What is being asked =
Across the whole listing, copy out every line that includes the string "nodes".

Recorded data =
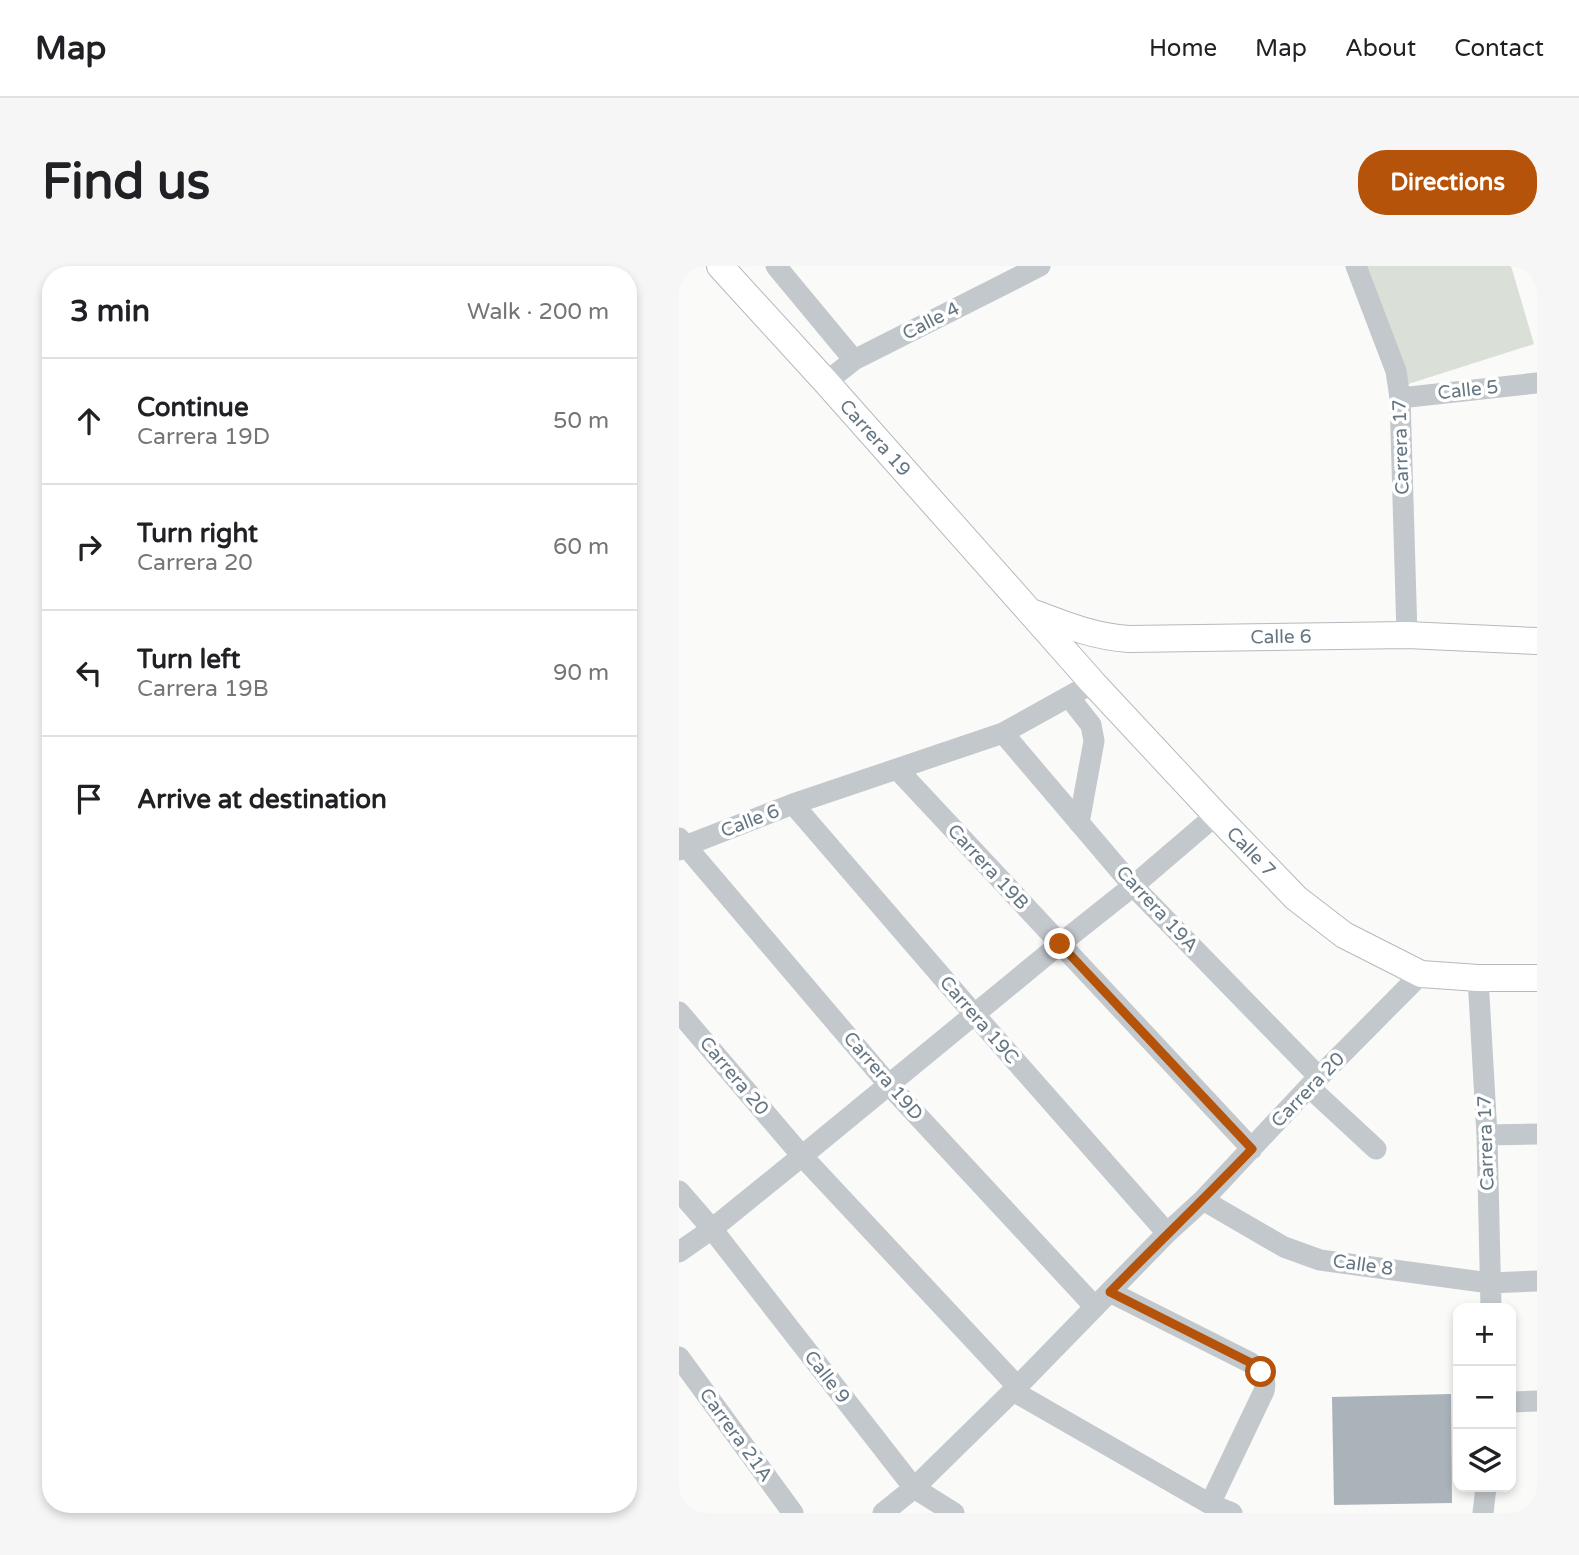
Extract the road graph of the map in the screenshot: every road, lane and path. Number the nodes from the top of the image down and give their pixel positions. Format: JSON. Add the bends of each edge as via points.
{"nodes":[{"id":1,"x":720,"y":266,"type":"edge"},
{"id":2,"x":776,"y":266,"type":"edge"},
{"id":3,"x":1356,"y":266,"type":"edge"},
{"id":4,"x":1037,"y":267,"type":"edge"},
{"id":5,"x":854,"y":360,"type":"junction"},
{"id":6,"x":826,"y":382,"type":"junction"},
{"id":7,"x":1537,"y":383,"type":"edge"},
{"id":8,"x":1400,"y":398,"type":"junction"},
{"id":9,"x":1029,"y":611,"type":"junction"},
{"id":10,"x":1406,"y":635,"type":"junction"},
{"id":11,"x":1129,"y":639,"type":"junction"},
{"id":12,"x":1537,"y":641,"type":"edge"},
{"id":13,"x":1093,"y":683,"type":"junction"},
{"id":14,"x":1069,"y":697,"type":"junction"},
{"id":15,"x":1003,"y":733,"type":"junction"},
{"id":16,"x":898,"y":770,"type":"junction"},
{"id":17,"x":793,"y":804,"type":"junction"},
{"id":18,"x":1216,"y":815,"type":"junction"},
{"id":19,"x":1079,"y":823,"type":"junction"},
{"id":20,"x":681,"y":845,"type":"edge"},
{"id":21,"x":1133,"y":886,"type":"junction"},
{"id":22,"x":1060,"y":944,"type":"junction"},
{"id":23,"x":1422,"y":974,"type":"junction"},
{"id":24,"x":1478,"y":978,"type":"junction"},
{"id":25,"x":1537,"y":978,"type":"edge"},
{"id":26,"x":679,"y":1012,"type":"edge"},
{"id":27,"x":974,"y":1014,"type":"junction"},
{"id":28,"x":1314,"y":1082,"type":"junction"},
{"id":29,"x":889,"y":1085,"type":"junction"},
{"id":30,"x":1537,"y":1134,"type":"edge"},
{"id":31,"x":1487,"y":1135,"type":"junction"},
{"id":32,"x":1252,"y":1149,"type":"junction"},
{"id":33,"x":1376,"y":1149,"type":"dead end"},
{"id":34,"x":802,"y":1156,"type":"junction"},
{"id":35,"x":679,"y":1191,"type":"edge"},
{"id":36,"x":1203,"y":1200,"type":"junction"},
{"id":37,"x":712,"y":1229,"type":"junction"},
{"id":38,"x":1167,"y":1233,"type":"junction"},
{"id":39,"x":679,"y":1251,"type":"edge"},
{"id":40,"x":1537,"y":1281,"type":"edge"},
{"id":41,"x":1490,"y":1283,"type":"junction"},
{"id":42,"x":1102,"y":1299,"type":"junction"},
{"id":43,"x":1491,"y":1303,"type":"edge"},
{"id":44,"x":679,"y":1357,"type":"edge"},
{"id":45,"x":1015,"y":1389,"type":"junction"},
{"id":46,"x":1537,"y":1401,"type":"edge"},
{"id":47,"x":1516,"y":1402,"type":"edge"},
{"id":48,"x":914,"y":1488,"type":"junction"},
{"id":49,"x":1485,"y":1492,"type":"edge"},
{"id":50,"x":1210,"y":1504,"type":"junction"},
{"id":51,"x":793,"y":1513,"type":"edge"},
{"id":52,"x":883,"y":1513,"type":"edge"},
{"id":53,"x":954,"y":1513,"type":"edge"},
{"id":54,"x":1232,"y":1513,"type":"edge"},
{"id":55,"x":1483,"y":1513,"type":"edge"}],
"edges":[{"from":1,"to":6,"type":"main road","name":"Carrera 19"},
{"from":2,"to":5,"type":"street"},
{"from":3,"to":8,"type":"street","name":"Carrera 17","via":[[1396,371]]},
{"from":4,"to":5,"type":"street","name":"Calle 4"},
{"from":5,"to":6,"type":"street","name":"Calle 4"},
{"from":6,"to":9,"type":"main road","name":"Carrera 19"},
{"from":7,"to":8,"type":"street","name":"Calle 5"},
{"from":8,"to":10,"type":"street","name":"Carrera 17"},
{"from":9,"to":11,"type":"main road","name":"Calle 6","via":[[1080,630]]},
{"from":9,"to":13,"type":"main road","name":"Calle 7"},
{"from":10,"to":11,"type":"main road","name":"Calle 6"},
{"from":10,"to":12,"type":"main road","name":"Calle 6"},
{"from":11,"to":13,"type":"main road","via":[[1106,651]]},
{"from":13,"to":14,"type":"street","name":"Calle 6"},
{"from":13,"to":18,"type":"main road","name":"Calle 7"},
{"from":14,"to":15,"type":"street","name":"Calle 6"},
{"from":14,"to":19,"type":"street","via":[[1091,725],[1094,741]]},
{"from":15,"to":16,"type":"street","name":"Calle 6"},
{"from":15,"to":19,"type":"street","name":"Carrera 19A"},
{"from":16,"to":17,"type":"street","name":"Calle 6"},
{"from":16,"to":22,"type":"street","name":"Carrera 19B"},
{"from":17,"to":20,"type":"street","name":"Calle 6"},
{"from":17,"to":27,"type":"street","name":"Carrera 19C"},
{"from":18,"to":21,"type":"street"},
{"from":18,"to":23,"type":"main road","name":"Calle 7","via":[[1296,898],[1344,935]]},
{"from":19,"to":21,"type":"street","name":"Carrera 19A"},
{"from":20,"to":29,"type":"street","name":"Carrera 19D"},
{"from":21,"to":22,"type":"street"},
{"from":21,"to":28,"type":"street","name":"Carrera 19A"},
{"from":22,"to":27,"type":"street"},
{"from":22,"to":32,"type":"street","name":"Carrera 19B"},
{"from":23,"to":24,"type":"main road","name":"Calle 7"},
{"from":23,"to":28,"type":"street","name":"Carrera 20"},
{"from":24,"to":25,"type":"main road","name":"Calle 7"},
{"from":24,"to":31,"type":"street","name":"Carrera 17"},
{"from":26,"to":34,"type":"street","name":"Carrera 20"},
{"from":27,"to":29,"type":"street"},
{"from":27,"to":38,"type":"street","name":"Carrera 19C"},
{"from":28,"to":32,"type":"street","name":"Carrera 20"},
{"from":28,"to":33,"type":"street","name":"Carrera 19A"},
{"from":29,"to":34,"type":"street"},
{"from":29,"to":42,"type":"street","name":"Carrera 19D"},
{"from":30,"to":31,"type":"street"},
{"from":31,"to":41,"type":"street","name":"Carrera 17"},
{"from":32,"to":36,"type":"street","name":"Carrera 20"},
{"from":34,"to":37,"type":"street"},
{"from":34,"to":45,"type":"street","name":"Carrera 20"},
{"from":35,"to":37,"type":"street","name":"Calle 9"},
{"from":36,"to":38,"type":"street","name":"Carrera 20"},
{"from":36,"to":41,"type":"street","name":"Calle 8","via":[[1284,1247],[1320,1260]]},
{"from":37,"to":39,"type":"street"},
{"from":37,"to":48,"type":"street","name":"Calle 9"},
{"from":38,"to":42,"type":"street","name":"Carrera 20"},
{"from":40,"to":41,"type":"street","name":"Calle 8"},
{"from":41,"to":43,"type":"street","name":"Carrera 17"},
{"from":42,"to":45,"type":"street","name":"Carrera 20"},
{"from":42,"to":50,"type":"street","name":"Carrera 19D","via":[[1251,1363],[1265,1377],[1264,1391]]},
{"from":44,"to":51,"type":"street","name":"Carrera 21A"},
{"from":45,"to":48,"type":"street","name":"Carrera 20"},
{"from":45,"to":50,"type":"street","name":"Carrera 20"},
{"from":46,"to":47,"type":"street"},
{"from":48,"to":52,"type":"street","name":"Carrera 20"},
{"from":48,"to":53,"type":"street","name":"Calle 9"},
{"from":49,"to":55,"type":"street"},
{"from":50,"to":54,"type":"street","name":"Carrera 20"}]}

Solved problem =
Extract the road graph of the map in the screenshot: every road, lane and path. Number the nodes from the top of the image down and give their pixel positions. Format: JSON. Add the bends of each edge as via points.
{"nodes":[{"id":1,"x":720,"y":266,"type":"edge"},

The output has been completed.